Disputes between siblings, after a parent passes away, are often the main thing that parent wants to avoid. What they care about, more than anything else, is their family. They do not want some fight over money or assets to make it so that children never speak again. They know it happens. They don't want it to happen to their family.

What can they do? Do they just have to hope things work out and that no estate disputes arise? Certainly not. There are steps they can take in advance to prevent this outcome. Here are four of them.

1. Talk to the children before they pass away

Telling children what to expect as an inheritance, before they get it, can stop disputes entirely.
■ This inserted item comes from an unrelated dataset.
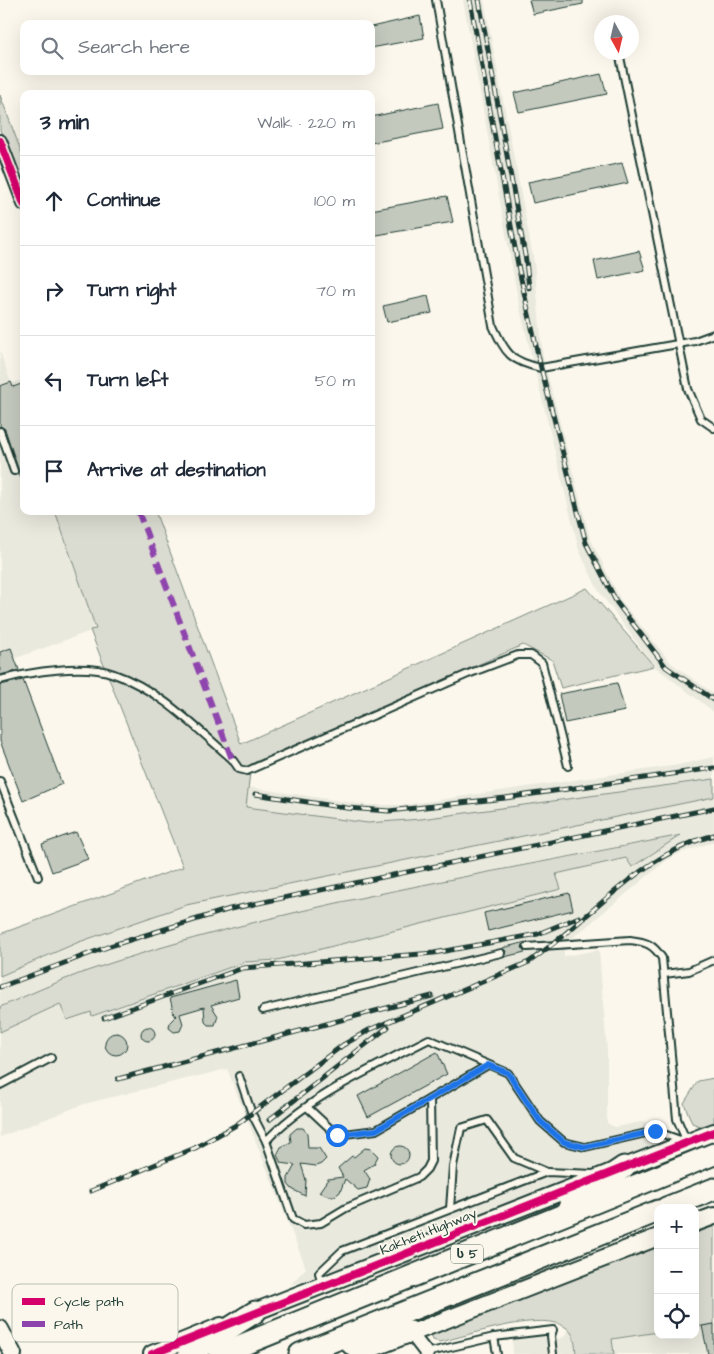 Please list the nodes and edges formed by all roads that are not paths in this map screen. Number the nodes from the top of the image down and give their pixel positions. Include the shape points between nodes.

Many times, these disputes revolve around children who think their parents wanted to give them more or to give them specific assets. They feel that other siblings cheated them out of it. When parents express their wishes in advance, perhaps in a family meeting, everyone knows what they want and what to expect.

2. Do not choose one sibling as the executor of the will

Putting one child in charge of the estate, as the executor, sounds natural. It may be, but it also opens doors for disputes. Maybe their other children think the executor is not acting fairly and is acting in their own best interests. Picking a neutral third party for this role can limit disputes.

3. Creating an estate plan in the first place

A lot of disputes happen just because the parents do not have a will or an estate plan. The children then have to decide how to divide up assets. As you can imagine, it's rare for them all to agree on 100% of that division process. The very existence of an estate plan to guide them makes a massive difference.

4. Giving assets away while they're still alive

Parents should remember that they do not have to wait to pass on their assets. They can give gifts while they are still alive. This could mean directly giving money to the children. It could mean selling one of them the family home at a bargain price. It could mean all sorts of things. The reason that these gifts lower the odds of a dispute is that everyone is around to discuss the gift and talk about it together, as a family. They can hash things out and reduce the size of the estate in advance.

What should you do?

Every situation is different. Do you think you want to use some of these options to limit disputes? Make sure you know what options you have and what steps you can take.